About this exercise: Quote the records beneath, complete and exact. Leave out images.

╭─ Supplied data

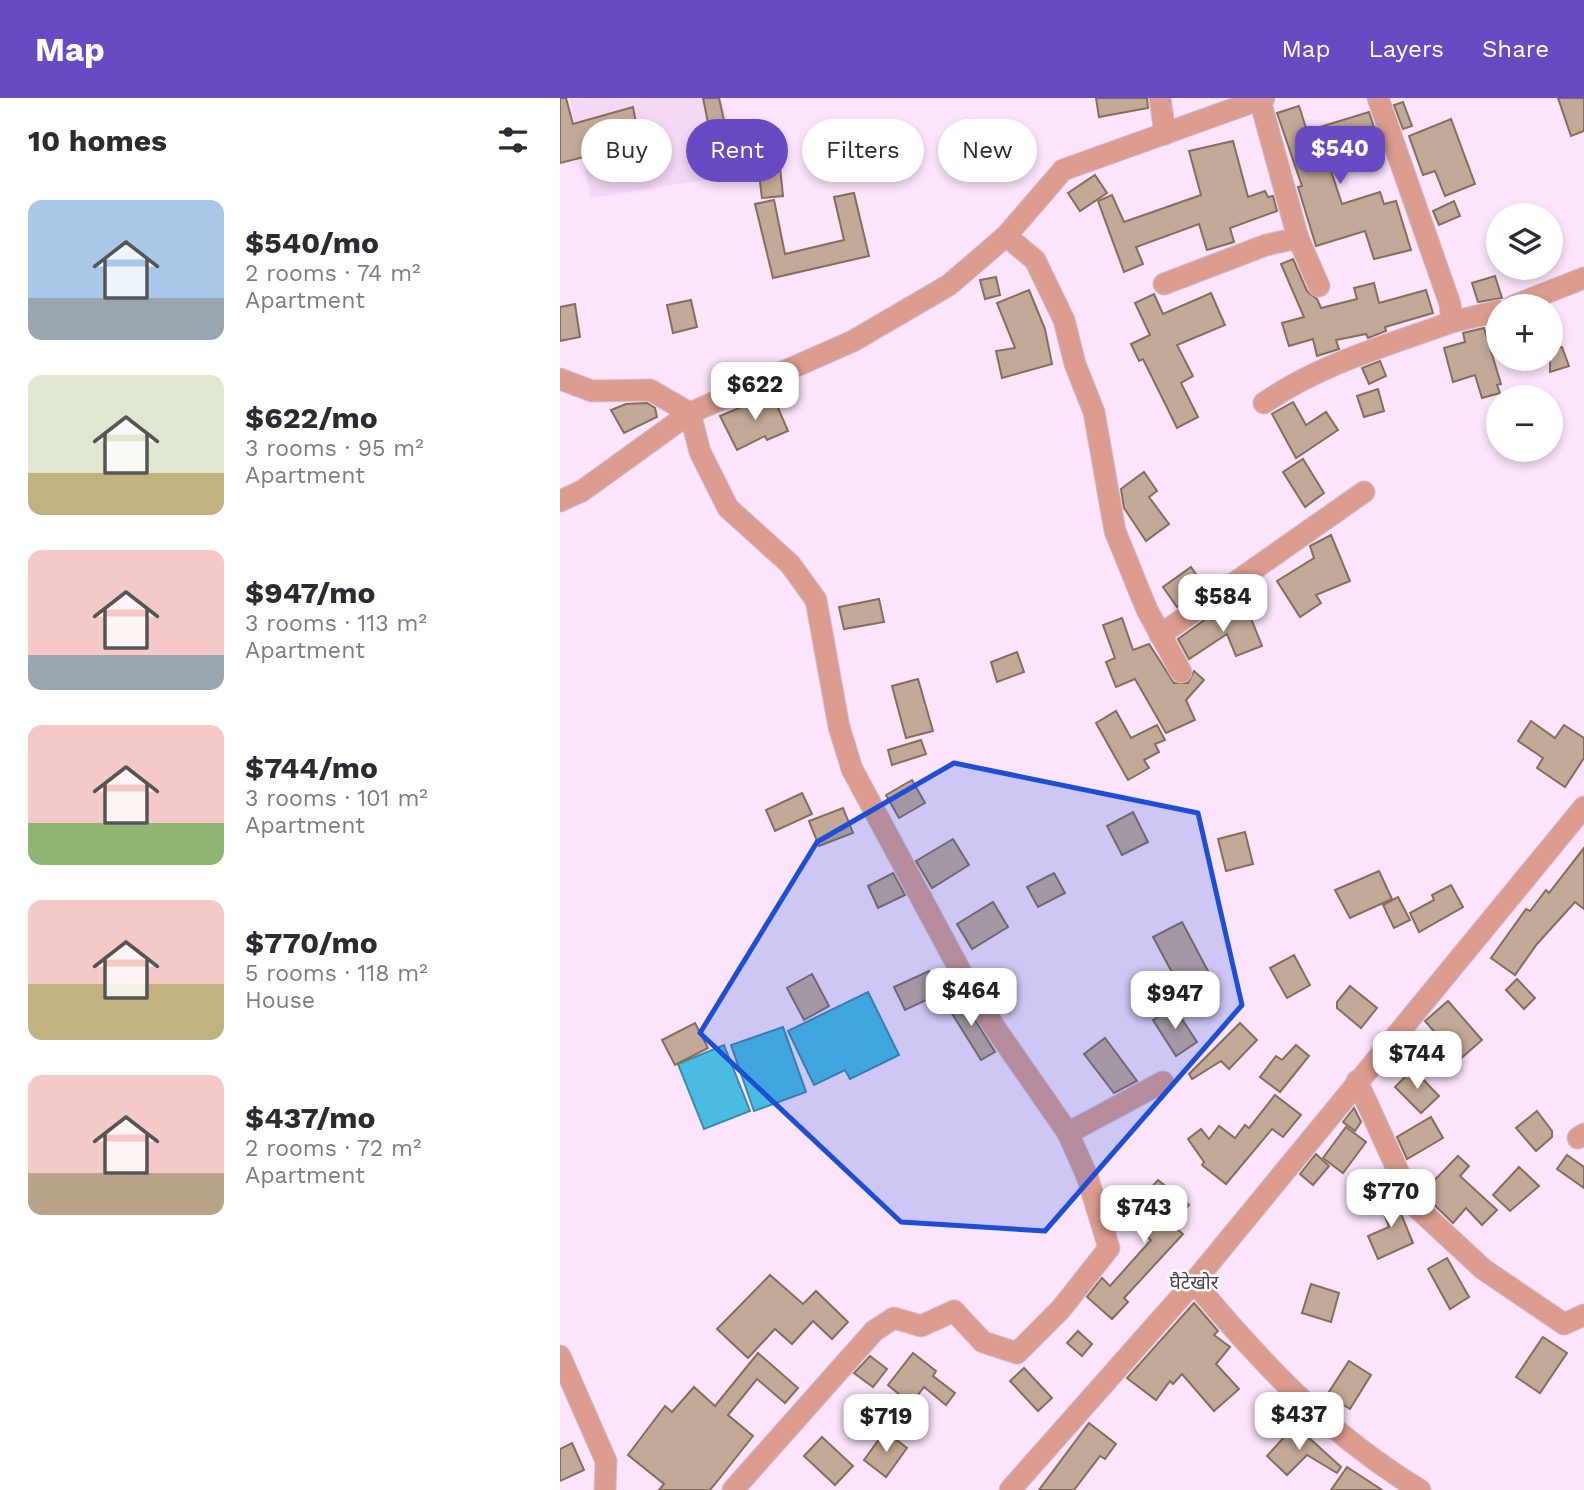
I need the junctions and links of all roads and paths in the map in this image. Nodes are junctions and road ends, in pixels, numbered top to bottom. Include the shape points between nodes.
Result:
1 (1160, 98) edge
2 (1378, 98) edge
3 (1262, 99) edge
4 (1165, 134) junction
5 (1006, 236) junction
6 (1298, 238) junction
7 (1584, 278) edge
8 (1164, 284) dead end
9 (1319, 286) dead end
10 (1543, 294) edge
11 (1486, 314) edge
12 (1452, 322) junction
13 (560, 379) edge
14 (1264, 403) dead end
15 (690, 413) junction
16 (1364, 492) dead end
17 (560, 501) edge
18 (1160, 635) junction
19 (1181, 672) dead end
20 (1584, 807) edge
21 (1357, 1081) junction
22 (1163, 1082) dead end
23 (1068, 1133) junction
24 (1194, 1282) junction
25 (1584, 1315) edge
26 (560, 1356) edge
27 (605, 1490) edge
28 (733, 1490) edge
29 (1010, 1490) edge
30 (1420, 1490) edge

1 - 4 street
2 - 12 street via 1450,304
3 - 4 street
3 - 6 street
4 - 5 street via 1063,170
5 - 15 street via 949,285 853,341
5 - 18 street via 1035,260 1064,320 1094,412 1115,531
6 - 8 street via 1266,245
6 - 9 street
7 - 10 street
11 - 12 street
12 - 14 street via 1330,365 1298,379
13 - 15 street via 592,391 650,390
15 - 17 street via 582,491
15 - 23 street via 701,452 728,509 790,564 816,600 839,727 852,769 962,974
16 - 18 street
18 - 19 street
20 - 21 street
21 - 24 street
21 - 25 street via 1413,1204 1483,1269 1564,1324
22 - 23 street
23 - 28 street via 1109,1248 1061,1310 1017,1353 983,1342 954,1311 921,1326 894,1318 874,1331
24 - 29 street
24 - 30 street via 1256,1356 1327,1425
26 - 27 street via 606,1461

╰─

Reply:
I need the junctions and links of all roads and paths in the map in this image. Nodes are junctions and road ends, in pixels, numbered top to bottom. Include the shape points between nodes.
Result:
1 (1160, 98) edge
2 (1378, 98) edge
3 (1262, 99) edge
4 (1165, 134) junction
5 (1006, 236) junction
6 (1298, 238) junction
7 (1584, 278) edge
8 (1164, 284) dead end
9 (1319, 286) dead end
10 (1543, 294) edge
11 (1486, 314) edge
12 (1452, 322) junction
13 (560, 379) edge
14 (1264, 403) dead end
15 (690, 413) junction
16 (1364, 492) dead end
17 (560, 501) edge
18 (1160, 635) junction
19 (1181, 672) dead end
20 (1584, 807) edge
21 (1357, 1081) junction
22 (1163, 1082) dead end
23 (1068, 1133) junction
24 (1194, 1282) junction
25 (1584, 1315) edge
26 (560, 1356) edge
27 (605, 1490) edge
28 (733, 1490) edge
29 (1010, 1490) edge
30 (1420, 1490) edge

1 - 4 street
2 - 12 street via 1450,304
3 - 4 street
3 - 6 street
4 - 5 street via 1063,170
5 - 15 street via 949,285 853,341
5 - 18 street via 1035,260 1064,320 1094,412 1115,531
6 - 8 street via 1266,245
6 - 9 street
7 - 10 street
11 - 12 street
12 - 14 street via 1330,365 1298,379
13 - 15 street via 592,391 650,390
15 - 17 street via 582,491
15 - 23 street via 701,452 728,509 790,564 816,600 839,727 852,769 962,974
16 - 18 street
18 - 19 street
20 - 21 street
21 - 24 street
21 - 25 street via 1413,1204 1483,1269 1564,1324
22 - 23 street
23 - 28 street via 1109,1248 1061,1310 1017,1353 983,1342 954,1311 921,1326 894,1318 874,1331
24 - 29 street
24 - 30 street via 1256,1356 1327,1425
26 - 27 street via 606,1461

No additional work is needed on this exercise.